それはある日の、夜明けにはまだ遠い丑三つ時。
御神体であるアマフリ石が鎮座するアマフリ殿に、フウガと、父であり里長であるタンバがいた。
タンバは腕を組みフウガを見下ろす。
張り詰めた糸のような緊張感が走る。膝を揃えて座っているフウガは無意識に喉を鳴らし、口腔内に溜まっていた唾液を飲み下ろす。
「よいか、フウガ」
タンバはようやくその口を開く。
アマフリ殿。御神体の前で、その儀式が行われる。
それはマイカの里をの長となる者が受ける儀式であり、フウガにとっては心より待ち望んでいたものだった。
タンバの説明は、儀式の内容と同じくらい簡潔だった。
フウガが一人でアマフリ殿に入り、神酒を飲み、ご神体に触れ、ミカグラ島の平和と平穏を祈ると言うもの。

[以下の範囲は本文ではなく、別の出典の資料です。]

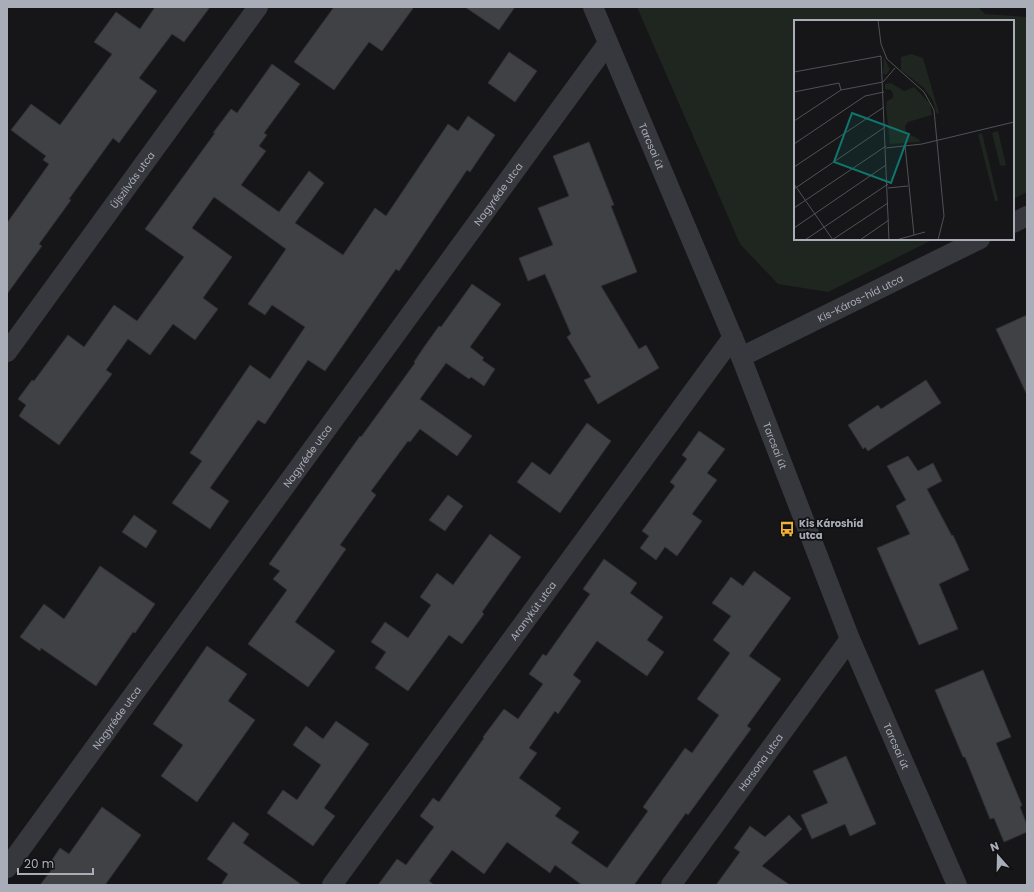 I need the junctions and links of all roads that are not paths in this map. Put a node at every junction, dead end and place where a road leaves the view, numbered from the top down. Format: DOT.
graph roads {
  1 [pos="258,7"];
  2 [pos="593,7"];
  3 [pos="608,43"];
  4 [pos="1027,216"];
  5 [pos="1014,222"];
  6 [pos="978,240"];
  7 [pos="733,337"];
  8 [pos="7,352"];
  9 [pos="741,356"];
  10 [pos="850,639"];
  11 [pos="7,868"];
  12 [pos="332,885"];
  13 [pos="671,885"];
  14 [pos="957,885"];
  1 -- 8 [label="street, Újszilvás utca"];
  2 -- 3 [label="street, Tarcsai út"];
  3 -- 7 [label="street, Tarcsai út"];
  3 -- 11 [label="street, Nagyréde utca"];
  4 -- 5 [label="street"];
  6 -- 9 [label="street, Kis-Káros-híd utca"];
  7 -- 9 [label="street, Tarcsai út"];
  7 -- 12 [label="street, Aranykút utca"];
  9 -- 10 [label="street, Tarcsai út"];
  10 -- 13 [label="street, Harsona utca"];
  10 -- 14 [label="street, Tarcsai út"];
}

膳の上に用意された、盃に満ちた透明な神酒の水面に蝋燭の火が映り、揺れる。眩しい。フウガは神酒から目を逸らすようにじっとタンバを見つめる。
「私が声をかけるまで、祈り続けるのだぞ」
「は、父上」
フウガはタンバの言葉に、固く冷たい床の上に両手をつき頭を下げた。
タンバの足音が遠ざかる。フウガはまだ頭を下げたまま、呼吸を詰めタンバの足音に注意を払う。
蝶番の軋む音がアマフリ殿の中に反響し、フウガの鼓膜を震わせる。
一人きりになったフウガはタンバの気配が遠ざかることを悟り立ち上がり、階段状になっている段差を一段一段ゆっくりと上がり、鎮座する御神体を目の前にする。
蝋燭の小さな灯りを反射する御神体は、王族であるフウガでも祭事以外では滅多に見ることは無い。
初めて、ゆっくりと時間をかけて御神体を見た。鮮やかすぎる光を放つその薄く水色がかった石の中に、斑点のような小さな赤い花が散らばっている。美しいとフウガは思った。
御神体であるアマフリ石に祈りを捧げる。マイカの里と、ミカグラ島。人々が繋がり合い、長く繁栄していくことを。
「……」
知らずの内に止めていた息を吐き出し、フウガは肩の力を抜く。ピシピシと筋肉が軋み、ぎこちなく痛んだ。
目を開けたフウガの目に映るのは、煌々と鮮やかな光を発する御神体。かつて、空から降り落ちた始祖の宝物。
眩しい。フウガは自然と目を細める。
御神体から目をそらすように、フウガは水のように透き通った神酒が満たされた杯を両手で恭しく持ち、盃の中の神酒の視線を落とす。
小さな水面の中で揺れる自分の顔がひどく強張っていることが分かり、思わず眉を顰める。
意を決し、フウガは杯に口をつける。